Chapter 2 of his book, Capitalism: Its Origins and Evolution, is a detailed discussion of this premise. It begins with this formulation: “Capitalism is an indirect system of government for economic relationships.” He lays out several of the most important implications of this description. These seem especially important.

(5) the political authority has the administrative opportunity and in many cases the responsibility to shape the capitalist system to favor certain interest groups over others,, as well as the entrepreneurial responsibility to modernize the capitalist system over time; … (7) political authority inevitably shapes capitalism according to a strategy, no matter how implicit or imperfect that strategy might be;…

This description (it seems a bit long to call it a definition) has a ring of reality. Government takes a larger role in the economy in times of crisis. During and after economic crashes there are calls from all sides supporting this greater role. In times of war, the government takes direction of the industrial effort, and no one complains.

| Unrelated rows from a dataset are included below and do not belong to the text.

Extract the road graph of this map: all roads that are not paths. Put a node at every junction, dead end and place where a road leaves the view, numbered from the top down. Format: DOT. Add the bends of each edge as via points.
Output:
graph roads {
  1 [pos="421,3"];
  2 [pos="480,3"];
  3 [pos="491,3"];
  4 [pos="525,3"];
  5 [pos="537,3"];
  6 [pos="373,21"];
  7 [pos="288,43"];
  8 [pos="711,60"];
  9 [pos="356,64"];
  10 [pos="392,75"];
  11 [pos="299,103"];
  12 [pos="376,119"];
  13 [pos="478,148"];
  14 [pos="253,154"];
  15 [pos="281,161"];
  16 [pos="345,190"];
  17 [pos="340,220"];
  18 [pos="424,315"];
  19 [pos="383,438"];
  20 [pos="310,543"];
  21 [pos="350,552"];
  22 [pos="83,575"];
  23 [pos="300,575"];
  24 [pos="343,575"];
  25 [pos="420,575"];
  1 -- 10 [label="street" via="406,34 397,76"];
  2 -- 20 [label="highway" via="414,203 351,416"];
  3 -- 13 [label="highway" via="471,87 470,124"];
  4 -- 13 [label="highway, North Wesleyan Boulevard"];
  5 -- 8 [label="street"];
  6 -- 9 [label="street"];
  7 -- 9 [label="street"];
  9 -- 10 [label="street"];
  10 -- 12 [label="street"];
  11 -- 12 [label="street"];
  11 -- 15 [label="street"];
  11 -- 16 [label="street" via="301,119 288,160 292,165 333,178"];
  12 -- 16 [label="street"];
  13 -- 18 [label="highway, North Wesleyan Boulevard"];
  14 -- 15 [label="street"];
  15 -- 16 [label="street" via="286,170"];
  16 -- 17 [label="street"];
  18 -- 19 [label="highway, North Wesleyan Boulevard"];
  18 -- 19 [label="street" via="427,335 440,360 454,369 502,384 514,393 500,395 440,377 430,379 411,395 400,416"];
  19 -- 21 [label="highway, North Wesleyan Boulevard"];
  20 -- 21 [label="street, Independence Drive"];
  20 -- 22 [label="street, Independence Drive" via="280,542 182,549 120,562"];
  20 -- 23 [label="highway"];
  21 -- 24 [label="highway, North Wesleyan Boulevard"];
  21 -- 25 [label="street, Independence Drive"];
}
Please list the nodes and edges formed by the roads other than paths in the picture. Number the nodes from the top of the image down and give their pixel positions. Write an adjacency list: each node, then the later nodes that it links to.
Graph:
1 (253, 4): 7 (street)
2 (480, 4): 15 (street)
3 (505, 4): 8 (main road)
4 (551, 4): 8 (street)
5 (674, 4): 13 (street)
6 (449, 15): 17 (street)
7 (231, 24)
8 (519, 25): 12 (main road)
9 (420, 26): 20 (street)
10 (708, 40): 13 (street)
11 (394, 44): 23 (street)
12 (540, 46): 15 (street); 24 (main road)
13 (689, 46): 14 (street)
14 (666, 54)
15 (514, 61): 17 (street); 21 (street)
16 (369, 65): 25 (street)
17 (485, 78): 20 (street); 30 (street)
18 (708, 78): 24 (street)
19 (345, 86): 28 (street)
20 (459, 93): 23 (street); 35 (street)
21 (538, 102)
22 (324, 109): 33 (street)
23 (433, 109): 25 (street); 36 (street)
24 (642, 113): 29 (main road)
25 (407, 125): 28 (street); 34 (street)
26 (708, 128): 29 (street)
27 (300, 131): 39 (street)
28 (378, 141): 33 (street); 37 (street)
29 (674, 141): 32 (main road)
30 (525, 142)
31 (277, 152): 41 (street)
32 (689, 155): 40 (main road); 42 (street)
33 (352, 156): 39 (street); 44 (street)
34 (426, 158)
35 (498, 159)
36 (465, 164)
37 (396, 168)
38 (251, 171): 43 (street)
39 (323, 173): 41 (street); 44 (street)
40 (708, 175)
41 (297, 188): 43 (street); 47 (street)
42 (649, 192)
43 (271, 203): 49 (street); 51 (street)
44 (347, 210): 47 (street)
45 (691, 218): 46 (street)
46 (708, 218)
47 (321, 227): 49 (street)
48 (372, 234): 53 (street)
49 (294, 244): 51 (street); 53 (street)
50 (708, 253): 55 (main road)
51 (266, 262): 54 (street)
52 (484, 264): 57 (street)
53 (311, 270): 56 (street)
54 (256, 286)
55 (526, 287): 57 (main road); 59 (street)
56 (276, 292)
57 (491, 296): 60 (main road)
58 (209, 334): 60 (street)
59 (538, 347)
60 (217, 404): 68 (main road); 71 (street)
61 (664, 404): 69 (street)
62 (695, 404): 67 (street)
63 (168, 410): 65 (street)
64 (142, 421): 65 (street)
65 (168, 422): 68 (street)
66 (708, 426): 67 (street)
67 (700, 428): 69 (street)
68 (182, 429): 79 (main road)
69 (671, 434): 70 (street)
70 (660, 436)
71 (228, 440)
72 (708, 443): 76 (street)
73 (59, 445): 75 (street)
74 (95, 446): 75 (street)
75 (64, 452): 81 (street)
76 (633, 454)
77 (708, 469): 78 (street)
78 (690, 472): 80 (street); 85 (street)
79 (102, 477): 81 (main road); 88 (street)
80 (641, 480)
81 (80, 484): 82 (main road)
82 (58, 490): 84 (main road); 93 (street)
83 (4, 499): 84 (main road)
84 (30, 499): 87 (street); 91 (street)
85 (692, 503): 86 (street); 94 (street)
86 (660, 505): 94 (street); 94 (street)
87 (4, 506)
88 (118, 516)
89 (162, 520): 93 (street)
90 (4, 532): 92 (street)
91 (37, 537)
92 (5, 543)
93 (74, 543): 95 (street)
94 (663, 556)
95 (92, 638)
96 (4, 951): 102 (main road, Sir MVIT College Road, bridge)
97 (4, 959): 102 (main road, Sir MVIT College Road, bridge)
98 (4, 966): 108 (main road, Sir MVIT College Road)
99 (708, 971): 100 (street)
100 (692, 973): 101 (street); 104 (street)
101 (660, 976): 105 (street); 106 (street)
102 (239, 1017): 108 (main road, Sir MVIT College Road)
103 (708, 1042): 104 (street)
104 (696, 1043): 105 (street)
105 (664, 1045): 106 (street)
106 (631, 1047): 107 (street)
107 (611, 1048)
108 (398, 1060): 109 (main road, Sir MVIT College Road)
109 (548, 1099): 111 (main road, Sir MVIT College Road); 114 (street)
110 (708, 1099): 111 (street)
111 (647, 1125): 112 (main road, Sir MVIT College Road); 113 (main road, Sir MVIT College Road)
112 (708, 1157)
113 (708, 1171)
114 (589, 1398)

The Green New Deal starts with the assertion that impending climate disaster is a crisis requiring dramatic government intervention. The intervention is not aimed at government takeover of the means of production. Instead, just as in other times of crisis, the government, acting democratically through the legislature and the executive branch, sets the rules within which capitalism must operate. The government doesn’t tell industry how to make solar panels or wind turbines. But it can and should say that the national interest is not served by further use of fossil fuels, and that the national interest is furthered by use of renewable resources to the maximum extent possible. It is then natural for the government to set rules to make that happen.

For the last four decades we have followed an implicit and imperfect strategy of deregulation in line with the prevailing ideology, neoliberalism. Its premise is that capital is to be protected at all costs, regardless of the impact on society as a whole. We saw that in the Great Crash, when the bankers were not criminally investigated, let alone prosecuted, for crashing the economy and screwing millions of homeowners. Not only that, the bankers were bailed out. Not only that, they got to keep the money they extracted from the businesses and families they wrecked.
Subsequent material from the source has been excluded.